Since 1980, the average consumption of resources per person has grown by 15%, while human population has doubled.

The report also emphasizes the harm wrought by subsidies to fishing, intensive agriculture, cattle raising and extraction of minerals and fossil fuels.

“The member States of IPBES Plenary have now acknowledged that, by its very nature, transformative change can expect opposition from those with interests vested in the status quo, but also that such opposition can be overcome for the broader public good,” says Sir Robert Wason, IPBES Chair.

Some case studies (more or less at random):

The North American Passenger Pigeon, once the most abundant bird in North America and possibly the world, so numerous that a migrating flock would take hours to pass over a single spot, was hunted to extinction one hundred years ago.

The Guam Kingfisher is now extinct in the wild

The Barbary Lion, native to the Atlas mountain region of North Africa, considered one of the biggest lion species to have existed, became extinct in the wild in 1942.

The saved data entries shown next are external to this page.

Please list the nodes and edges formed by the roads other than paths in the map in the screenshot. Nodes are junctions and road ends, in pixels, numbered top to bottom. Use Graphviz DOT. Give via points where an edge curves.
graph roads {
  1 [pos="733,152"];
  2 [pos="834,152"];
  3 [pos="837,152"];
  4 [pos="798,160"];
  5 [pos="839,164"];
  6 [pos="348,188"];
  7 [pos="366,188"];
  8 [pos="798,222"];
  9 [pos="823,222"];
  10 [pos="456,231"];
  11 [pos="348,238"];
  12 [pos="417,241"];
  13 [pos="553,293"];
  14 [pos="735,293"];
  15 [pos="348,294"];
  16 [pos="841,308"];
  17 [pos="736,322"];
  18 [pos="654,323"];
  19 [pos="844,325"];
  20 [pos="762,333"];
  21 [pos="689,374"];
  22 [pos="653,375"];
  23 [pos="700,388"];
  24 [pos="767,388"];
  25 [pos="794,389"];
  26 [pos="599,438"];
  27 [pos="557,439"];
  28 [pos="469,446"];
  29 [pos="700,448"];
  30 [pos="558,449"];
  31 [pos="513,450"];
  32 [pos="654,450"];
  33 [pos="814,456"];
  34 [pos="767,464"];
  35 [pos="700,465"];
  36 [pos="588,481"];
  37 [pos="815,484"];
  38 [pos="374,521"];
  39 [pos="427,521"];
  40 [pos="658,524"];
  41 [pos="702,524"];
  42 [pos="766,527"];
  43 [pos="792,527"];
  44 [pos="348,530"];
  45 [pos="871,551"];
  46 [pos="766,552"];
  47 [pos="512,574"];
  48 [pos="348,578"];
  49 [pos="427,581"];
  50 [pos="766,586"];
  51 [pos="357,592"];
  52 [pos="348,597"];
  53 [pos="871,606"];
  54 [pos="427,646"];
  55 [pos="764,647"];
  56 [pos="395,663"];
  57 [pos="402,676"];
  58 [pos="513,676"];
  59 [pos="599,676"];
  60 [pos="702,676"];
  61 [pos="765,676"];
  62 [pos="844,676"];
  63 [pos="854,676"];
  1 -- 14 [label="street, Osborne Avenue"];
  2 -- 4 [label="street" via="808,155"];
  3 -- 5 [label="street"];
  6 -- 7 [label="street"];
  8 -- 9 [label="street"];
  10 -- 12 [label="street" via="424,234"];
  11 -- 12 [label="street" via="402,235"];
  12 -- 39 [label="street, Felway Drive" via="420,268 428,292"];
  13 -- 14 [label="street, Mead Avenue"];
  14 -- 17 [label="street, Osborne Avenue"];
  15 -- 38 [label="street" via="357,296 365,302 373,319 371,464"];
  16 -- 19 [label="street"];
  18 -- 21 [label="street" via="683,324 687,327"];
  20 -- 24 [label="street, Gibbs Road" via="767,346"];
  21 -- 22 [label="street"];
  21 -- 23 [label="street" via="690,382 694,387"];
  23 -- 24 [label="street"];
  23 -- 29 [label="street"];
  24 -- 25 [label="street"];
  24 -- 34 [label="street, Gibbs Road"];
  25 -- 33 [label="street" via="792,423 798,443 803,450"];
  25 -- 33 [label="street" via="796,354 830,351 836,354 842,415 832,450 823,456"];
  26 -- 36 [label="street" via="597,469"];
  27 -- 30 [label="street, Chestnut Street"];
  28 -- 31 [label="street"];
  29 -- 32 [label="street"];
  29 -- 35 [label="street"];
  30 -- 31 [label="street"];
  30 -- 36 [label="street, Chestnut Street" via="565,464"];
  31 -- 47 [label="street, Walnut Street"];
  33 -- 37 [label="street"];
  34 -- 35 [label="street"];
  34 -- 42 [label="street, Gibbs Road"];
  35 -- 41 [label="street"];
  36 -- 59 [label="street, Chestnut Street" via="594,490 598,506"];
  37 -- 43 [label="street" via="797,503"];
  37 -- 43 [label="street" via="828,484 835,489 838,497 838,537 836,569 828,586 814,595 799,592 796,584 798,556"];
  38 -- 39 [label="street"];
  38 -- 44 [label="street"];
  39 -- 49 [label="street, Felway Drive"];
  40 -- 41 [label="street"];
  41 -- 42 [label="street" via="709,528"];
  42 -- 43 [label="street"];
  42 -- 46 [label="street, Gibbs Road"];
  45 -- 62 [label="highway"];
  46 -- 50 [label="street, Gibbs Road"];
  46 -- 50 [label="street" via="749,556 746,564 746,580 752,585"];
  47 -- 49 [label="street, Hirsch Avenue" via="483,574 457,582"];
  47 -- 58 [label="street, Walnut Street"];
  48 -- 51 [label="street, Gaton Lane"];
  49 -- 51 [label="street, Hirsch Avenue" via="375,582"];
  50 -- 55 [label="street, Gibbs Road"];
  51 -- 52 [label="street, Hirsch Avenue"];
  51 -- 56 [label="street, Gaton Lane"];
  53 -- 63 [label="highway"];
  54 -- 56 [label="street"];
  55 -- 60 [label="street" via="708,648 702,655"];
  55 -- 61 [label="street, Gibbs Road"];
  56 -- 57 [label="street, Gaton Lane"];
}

The Western Black Rhinoceros was hunted to extinction because of a belief that its horn had medicinal value.

International concern

Metz Charter on Biodiversity – On May 6th, the G7 nations and several others, meeting in Metz, France, signed a Charter in which they acknowledged that “biodiversity, in additon to having intrinsic values, plays a vital role for maintaining life-sustaining systems, and therefore is of paramount importance to all life on Earth including human beings” and pledged to “accelerate and intensify our efforts to halt the biodiversity loss, to value, conserve, restore and wisely use biodiversity, thereby maintaining ecosystem services, sustaining a healthy planet and delivering benefits essential for all people.”

The International Union for Conservation of Nature (IUCN)  runs field projects for habitat and species conservation around the world. It produces a Red List of Threatened Species. If you want some interesting conservation stories, look here. The IUCN will hold its next World Conservation Congress in Marseilles, France, on June 11-19, 2020.